◆ **RECORDS**:
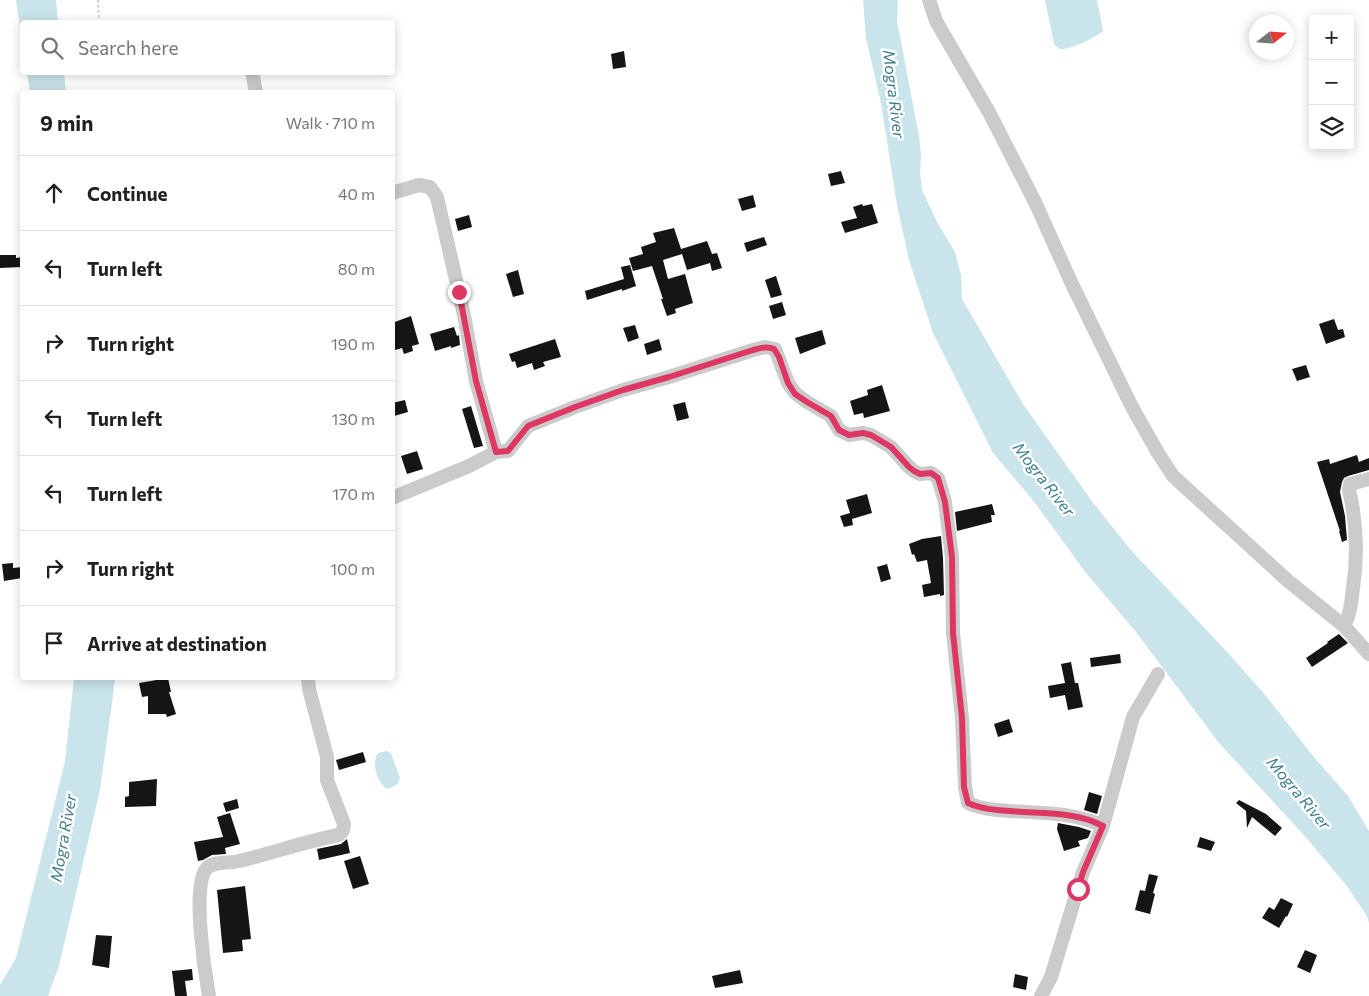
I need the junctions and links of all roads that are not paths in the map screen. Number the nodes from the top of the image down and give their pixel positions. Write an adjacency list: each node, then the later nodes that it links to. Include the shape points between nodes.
1 (929, 0): 8 (street, via 936,21 990,114 1035,202 1132,407 1173,476 1287,580)
2 (253, 75): 3 (street)
3 (256, 90)
4 (395, 192): 5 (street, via 419,185 430,187 437,197 476,381)
5 (496, 452): 7 (street); 12 (street, via 508,451 528,426 575,407 753,350 774,349 795,394 831,416 839,430 849,435 871,435 891,447 914,471 931,473 938,478 945,502 952,557 953,633 962,718 964,787 968,803 978,808 1067,815 1092,820)
6 (1369, 479): 8 (street, via 1349,486 1357,563 1349,615)
7 (395, 497)
8 (1344, 626): 9 (street)
9 (1369, 654)
10 (1158, 674): 12 (street, via 1133,717)
11 (308, 680): 13 (street, via 327,758 327,780 344,824 343,832 236,862 216,863 206,869 200,880 199,911)
12 (1103, 826): 14 (street, via 1083,872 1051,977)
13 (209, 996)
14 (1041, 996)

◆ **PROBLEM**: The records above are to be restated exactly, with all pictures omitted.

◆ **COMPLETED EXERCISE**:
I need the junctions and links of all roads that are not paths in the map screen. Number the nodes from the top of the image down and give their pixel positions. Write an adjacency list: each node, then the later nodes that it links to. Include the shape points between nodes.
1 (929, 0): 8 (street, via 936,21 990,114 1035,202 1132,407 1173,476 1287,580)
2 (253, 75): 3 (street)
3 (256, 90)
4 (395, 192): 5 (street, via 419,185 430,187 437,197 476,381)
5 (496, 452): 7 (street); 12 (street, via 508,451 528,426 575,407 753,350 774,349 795,394 831,416 839,430 849,435 871,435 891,447 914,471 931,473 938,478 945,502 952,557 953,633 962,718 964,787 968,803 978,808 1067,815 1092,820)
6 (1369, 479): 8 (street, via 1349,486 1357,563 1349,615)
7 (395, 497)
8 (1344, 626): 9 (street)
9 (1369, 654)
10 (1158, 674): 12 (street, via 1133,717)
11 (308, 680): 13 (street, via 327,758 327,780 344,824 343,832 236,862 216,863 206,869 200,880 199,911)
12 (1103, 826): 14 (street, via 1083,872 1051,977)
13 (209, 996)
14 (1041, 996)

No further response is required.